== Dataset records ==
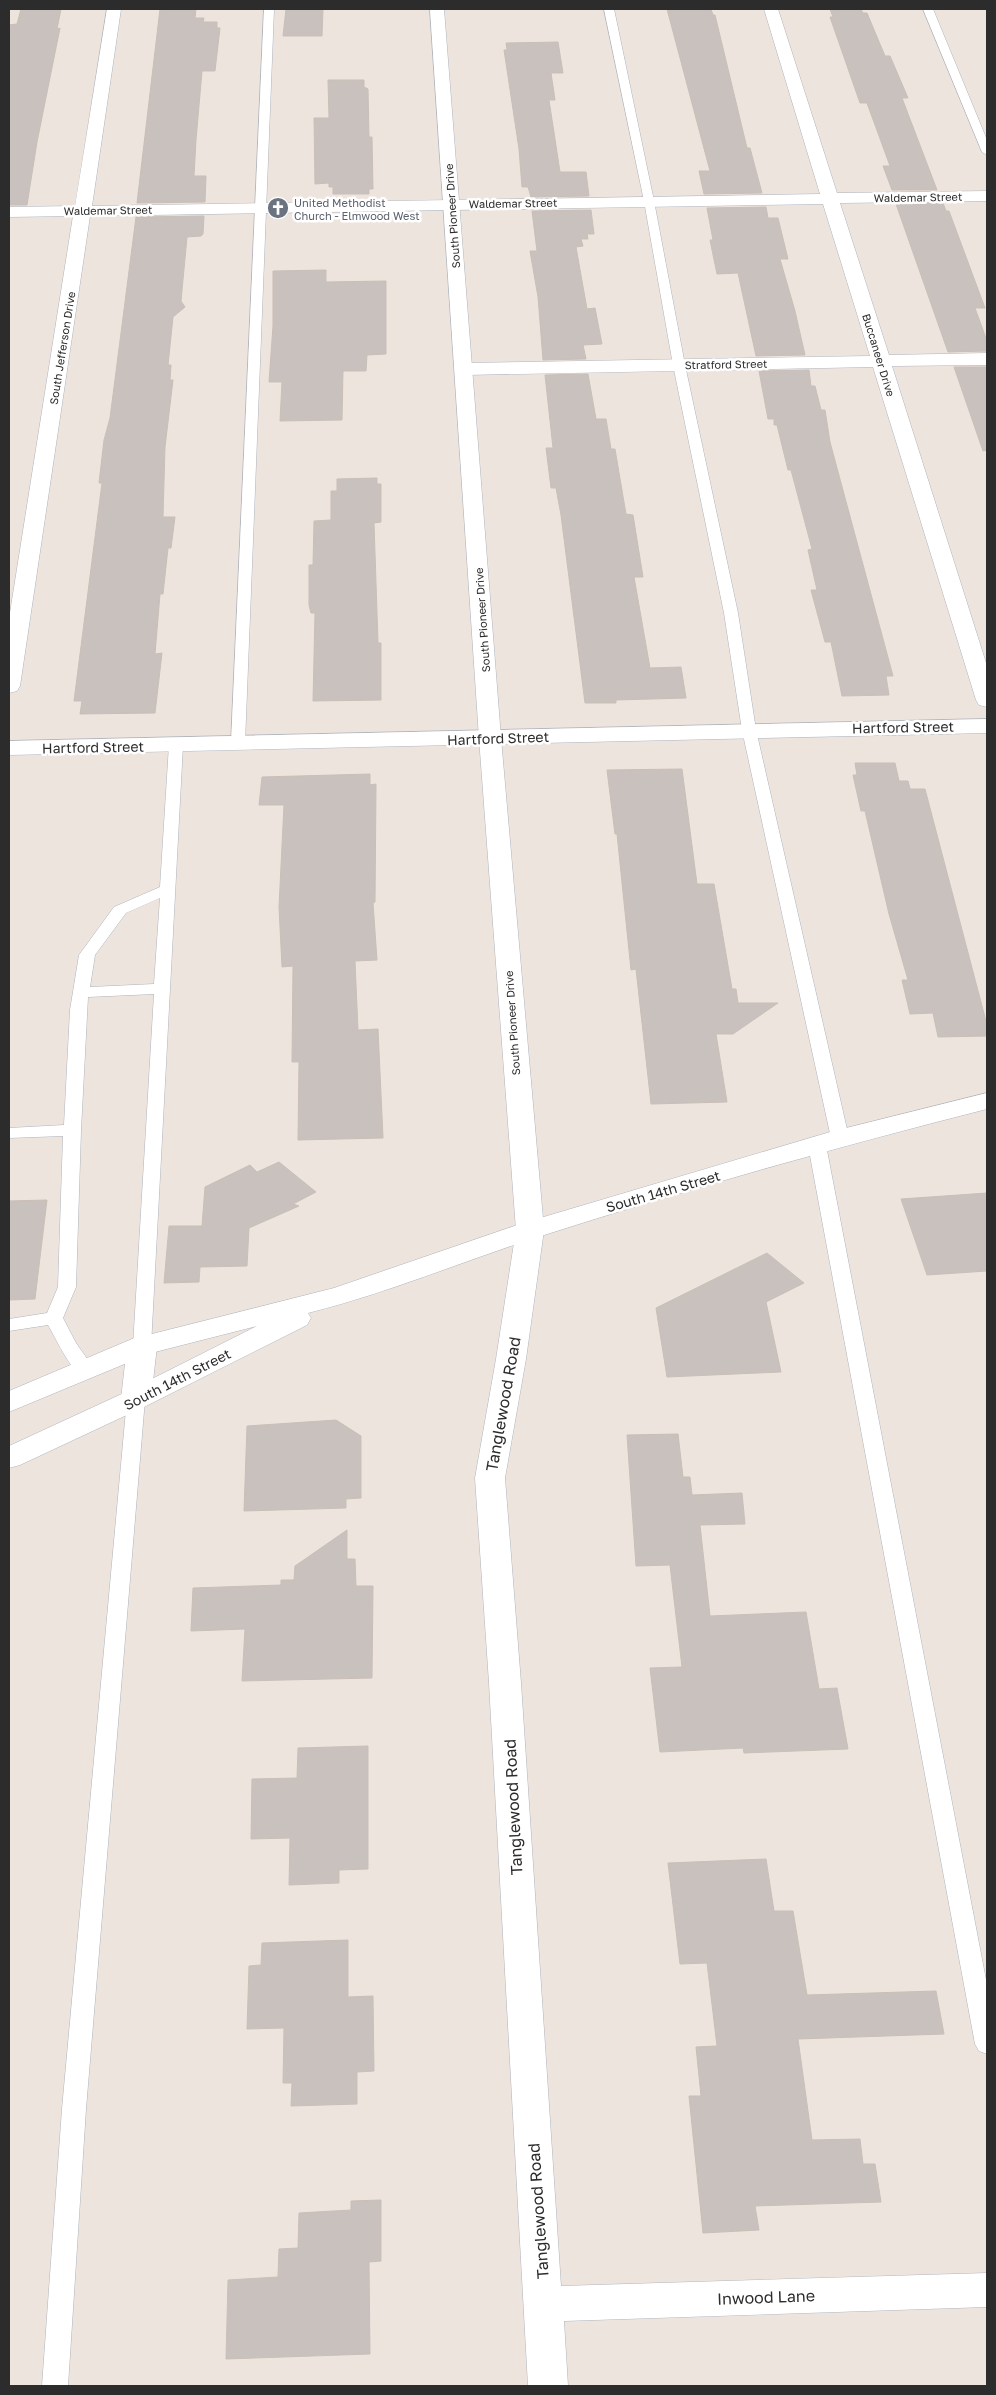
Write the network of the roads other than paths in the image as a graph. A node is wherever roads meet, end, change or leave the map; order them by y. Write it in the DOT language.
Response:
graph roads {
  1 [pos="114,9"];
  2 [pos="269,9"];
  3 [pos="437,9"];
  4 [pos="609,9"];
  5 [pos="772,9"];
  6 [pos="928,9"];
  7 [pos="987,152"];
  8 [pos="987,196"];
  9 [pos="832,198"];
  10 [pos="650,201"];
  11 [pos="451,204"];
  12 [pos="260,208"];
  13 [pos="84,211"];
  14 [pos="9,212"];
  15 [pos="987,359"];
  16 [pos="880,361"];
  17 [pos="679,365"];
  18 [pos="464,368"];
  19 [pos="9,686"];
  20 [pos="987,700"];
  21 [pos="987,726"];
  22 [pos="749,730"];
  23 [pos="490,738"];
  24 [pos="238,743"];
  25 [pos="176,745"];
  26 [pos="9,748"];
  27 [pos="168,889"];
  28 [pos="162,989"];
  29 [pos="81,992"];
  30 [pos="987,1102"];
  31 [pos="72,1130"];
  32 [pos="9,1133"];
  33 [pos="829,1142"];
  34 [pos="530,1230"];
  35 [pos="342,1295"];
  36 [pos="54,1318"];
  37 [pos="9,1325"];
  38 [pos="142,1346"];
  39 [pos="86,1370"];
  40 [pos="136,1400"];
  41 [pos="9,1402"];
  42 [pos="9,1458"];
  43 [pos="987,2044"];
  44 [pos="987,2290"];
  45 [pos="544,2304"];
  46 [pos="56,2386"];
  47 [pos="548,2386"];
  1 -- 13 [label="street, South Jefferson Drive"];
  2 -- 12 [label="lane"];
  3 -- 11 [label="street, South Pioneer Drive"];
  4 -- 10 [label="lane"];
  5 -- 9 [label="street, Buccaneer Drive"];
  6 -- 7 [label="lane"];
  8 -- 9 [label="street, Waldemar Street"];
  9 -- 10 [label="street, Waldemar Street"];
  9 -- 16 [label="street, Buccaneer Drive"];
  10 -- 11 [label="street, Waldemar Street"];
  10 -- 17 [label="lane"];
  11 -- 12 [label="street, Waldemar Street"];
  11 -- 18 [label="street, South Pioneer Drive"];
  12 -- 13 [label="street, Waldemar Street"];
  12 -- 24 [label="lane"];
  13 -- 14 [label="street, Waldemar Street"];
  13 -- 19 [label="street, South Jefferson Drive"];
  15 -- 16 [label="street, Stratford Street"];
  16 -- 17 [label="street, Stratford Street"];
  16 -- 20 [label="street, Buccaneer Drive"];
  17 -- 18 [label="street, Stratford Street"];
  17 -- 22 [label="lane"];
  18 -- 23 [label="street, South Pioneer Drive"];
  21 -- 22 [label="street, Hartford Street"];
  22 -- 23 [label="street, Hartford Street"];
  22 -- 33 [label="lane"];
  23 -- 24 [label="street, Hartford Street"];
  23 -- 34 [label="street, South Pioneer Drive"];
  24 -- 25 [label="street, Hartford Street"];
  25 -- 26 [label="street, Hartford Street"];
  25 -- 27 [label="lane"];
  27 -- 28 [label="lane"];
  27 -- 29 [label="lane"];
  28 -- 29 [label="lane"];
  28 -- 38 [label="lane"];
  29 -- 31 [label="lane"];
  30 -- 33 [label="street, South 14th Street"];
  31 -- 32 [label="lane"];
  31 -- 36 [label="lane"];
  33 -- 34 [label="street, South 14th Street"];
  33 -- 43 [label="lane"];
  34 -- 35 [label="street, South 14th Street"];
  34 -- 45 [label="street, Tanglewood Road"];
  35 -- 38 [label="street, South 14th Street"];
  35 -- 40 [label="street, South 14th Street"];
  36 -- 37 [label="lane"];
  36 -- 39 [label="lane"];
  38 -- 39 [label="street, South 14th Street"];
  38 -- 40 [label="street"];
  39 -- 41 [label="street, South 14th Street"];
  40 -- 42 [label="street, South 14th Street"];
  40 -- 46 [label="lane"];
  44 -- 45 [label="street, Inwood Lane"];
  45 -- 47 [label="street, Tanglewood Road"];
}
===
Action item | Look over the material and return every line where the word "Hartford" is found.

Answer to this problem |
  21 -- 22 [label="street, Hartford Street"];
  22 -- 23 [label="street, Hartford Street"];
  23 -- 24 [label="street, Hartford Street"];
  24 -- 25 [label="street, Hartford Street"];
  25 -- 26 [label="street, Hartford Street"];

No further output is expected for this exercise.